Could the data below be copied exactly, minus the pictures?

Records provided:
———
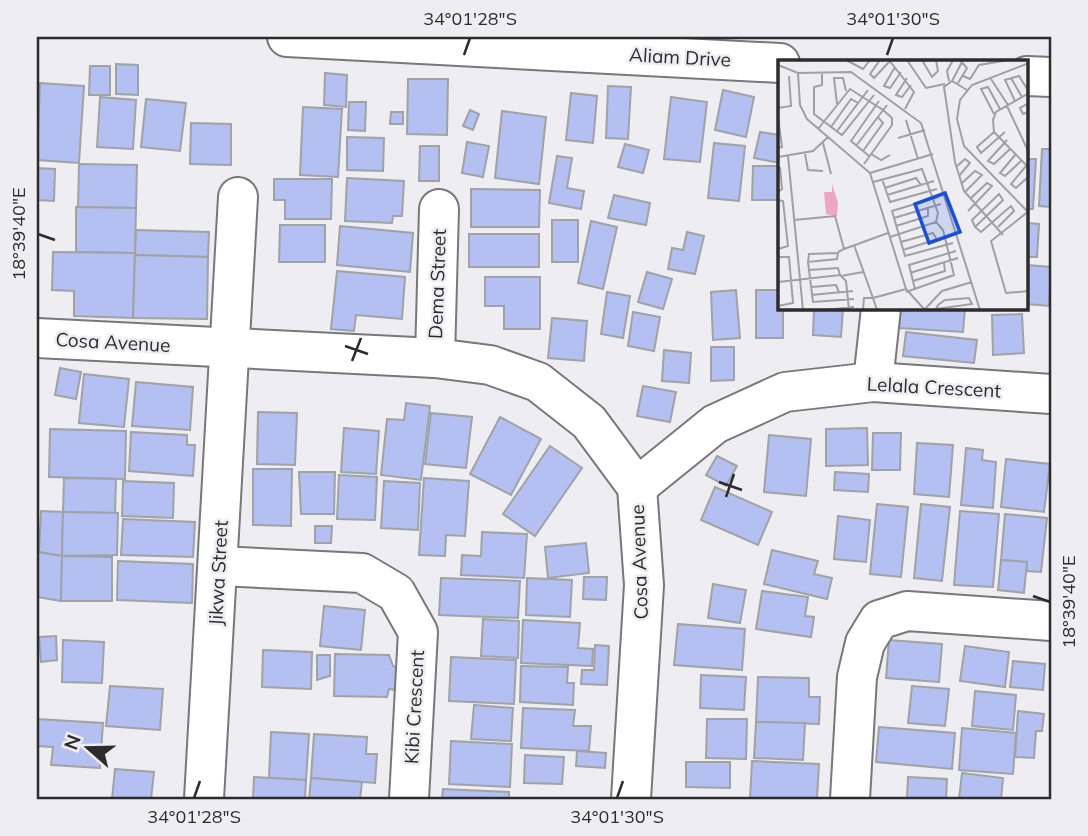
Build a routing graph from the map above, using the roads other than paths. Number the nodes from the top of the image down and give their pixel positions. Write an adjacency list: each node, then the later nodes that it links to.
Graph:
1 (287, 37): 2 (street, Aliam Drive)
2 (778, 63)
3 (1028, 76): 4 (street)
4 (1051, 77)
5 (238, 197): 9 (street)
6 (439, 209): 10 (street, Dema Street)
7 (881, 310): 11 (street)
8 (37, 338): 9 (street, Cosa Avenue)
9 (231, 347): 10 (street, Cosa Avenue); 14 (street, Jikwa Street)
10 (435, 358): 13 (street, Cosa Avenue)
11 (873, 382): 12 (street, Lelala Crescent); 13 (street, Lelala Crescent)
12 (1051, 394)
13 (637, 487): 18 (street, Cosa Avenue)
14 (219, 566): 16 (street, Jikwa Street); 17 (street, Kibi Crescent)
15 (1051, 621): 19 (street)
16 (204, 799)
17 (409, 799)
18 (631, 799)
19 (850, 799)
———
Written answer:
Build a routing graph from the map above, using the roads other than paths. Number the nodes from the top of the image down and give their pixel positions. Write an adjacency list: each node, then the later nodes that it links to.
Graph:
1 (287, 37): 2 (street, Aliam Drive)
2 (778, 63)
3 (1028, 76): 4 (street)
4 (1051, 77)
5 (238, 197): 9 (street)
6 (439, 209): 10 (street, Dema Street)
7 (881, 310): 11 (street)
8 (37, 338): 9 (street, Cosa Avenue)
9 (231, 347): 10 (street, Cosa Avenue); 14 (street, Jikwa Street)
10 (435, 358): 13 (street, Cosa Avenue)
11 (873, 382): 12 (street, Lelala Crescent); 13 (street, Lelala Crescent)
12 (1051, 394)
13 (637, 487): 18 (street, Cosa Avenue)
14 (219, 566): 16 (street, Jikwa Street); 17 (street, Kibi Crescent)
15 (1051, 621): 19 (street)
16 (204, 799)
17 (409, 799)
18 (631, 799)
19 (850, 799)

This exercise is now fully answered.